Material for this task section start
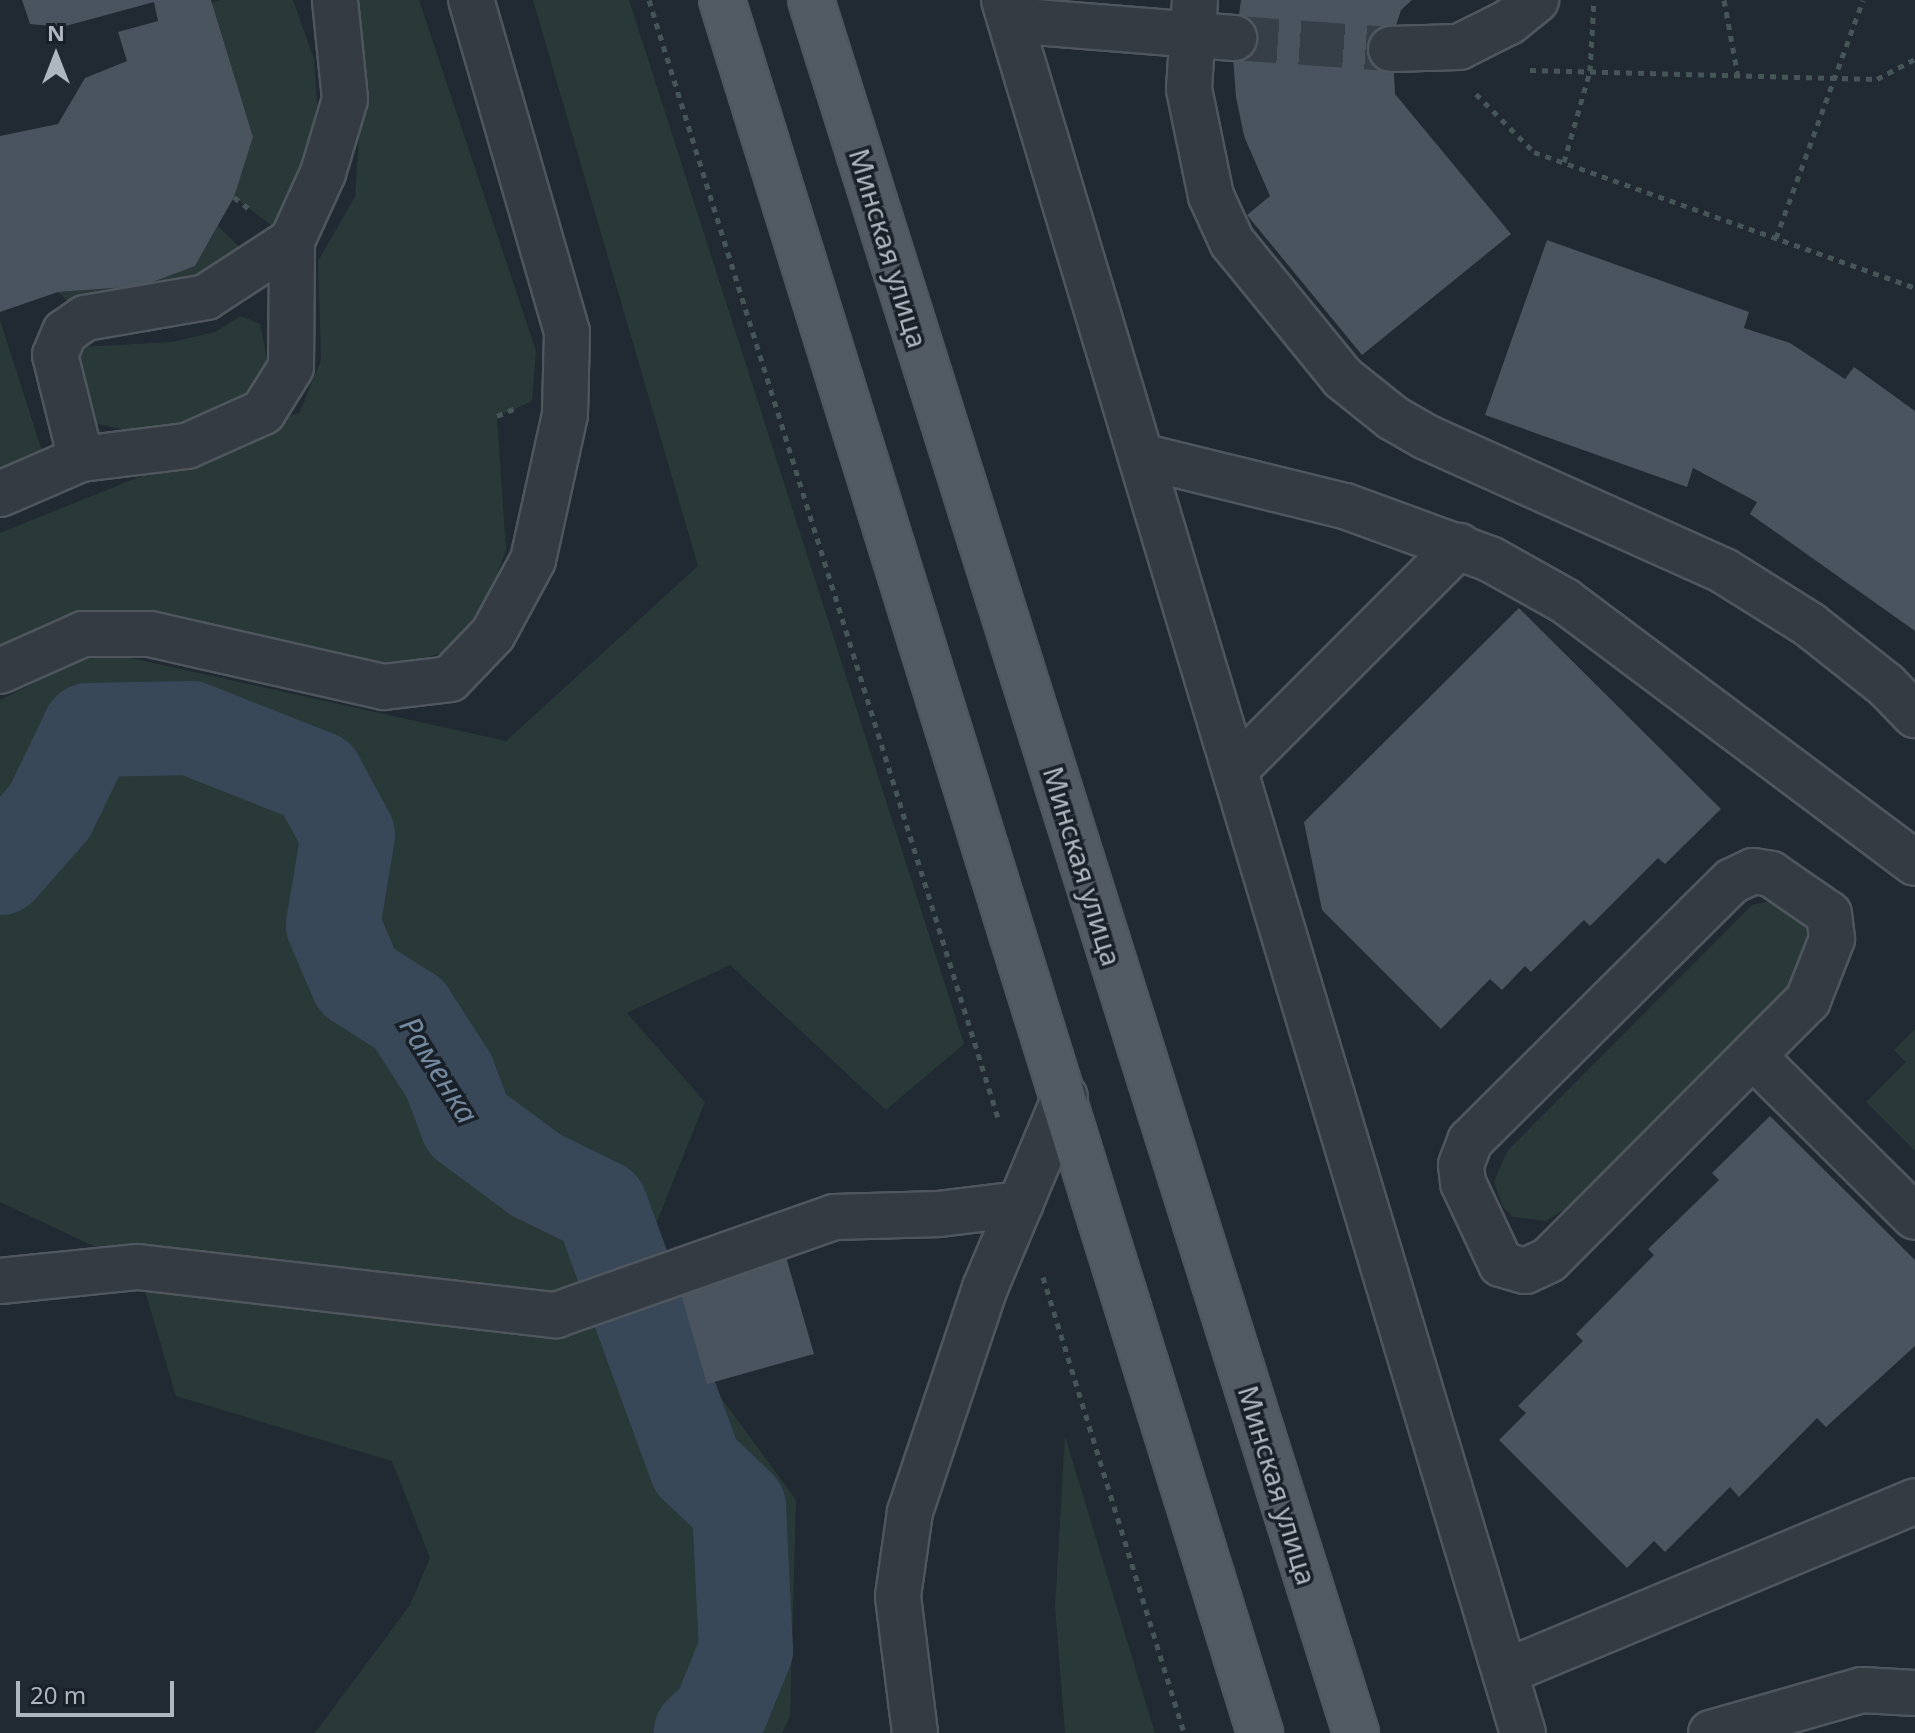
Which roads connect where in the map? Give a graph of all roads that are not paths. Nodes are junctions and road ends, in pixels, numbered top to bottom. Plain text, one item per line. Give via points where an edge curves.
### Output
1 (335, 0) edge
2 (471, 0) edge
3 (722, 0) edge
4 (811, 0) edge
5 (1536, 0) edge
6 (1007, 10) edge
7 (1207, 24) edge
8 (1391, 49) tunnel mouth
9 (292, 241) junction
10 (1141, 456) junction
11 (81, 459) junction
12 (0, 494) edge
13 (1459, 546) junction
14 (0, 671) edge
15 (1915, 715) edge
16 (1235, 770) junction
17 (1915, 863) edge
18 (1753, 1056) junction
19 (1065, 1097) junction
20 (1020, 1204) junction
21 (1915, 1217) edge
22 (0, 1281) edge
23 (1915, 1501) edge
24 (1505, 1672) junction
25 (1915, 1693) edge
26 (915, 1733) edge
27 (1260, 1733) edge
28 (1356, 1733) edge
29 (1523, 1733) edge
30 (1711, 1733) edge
Material for this task section end
Required action:
Repeat the material above in full and exactly, omitting the pictures.

Your response:
Which roads connect where in the map? Give a graph of all roads that are not paths. Nodes are junctions and road ends, in pixels, numbered top to bottom. Plain text, one item per line. Give via points where an edge curves.
### Output
1 (335, 0) edge
2 (471, 0) edge
3 (722, 0) edge
4 (811, 0) edge
5 (1536, 0) edge
6 (1007, 10) edge
7 (1207, 24) edge
8 (1391, 49) tunnel mouth
9 (292, 241) junction
10 (1141, 456) junction
11 (81, 459) junction
12 (0, 494) edge
13 (1459, 546) junction
14 (0, 671) edge
15 (1915, 715) edge
16 (1235, 770) junction
17 (1915, 863) edge
18 (1753, 1056) junction
19 (1065, 1097) junction
20 (1020, 1204) junction
21 (1915, 1217) edge
22 (0, 1281) edge
23 (1915, 1501) edge
24 (1505, 1672) junction
25 (1915, 1693) edge
26 (915, 1733) edge
27 (1260, 1733) edge
28 (1356, 1733) edge
29 (1523, 1733) edge
30 (1711, 1733) edge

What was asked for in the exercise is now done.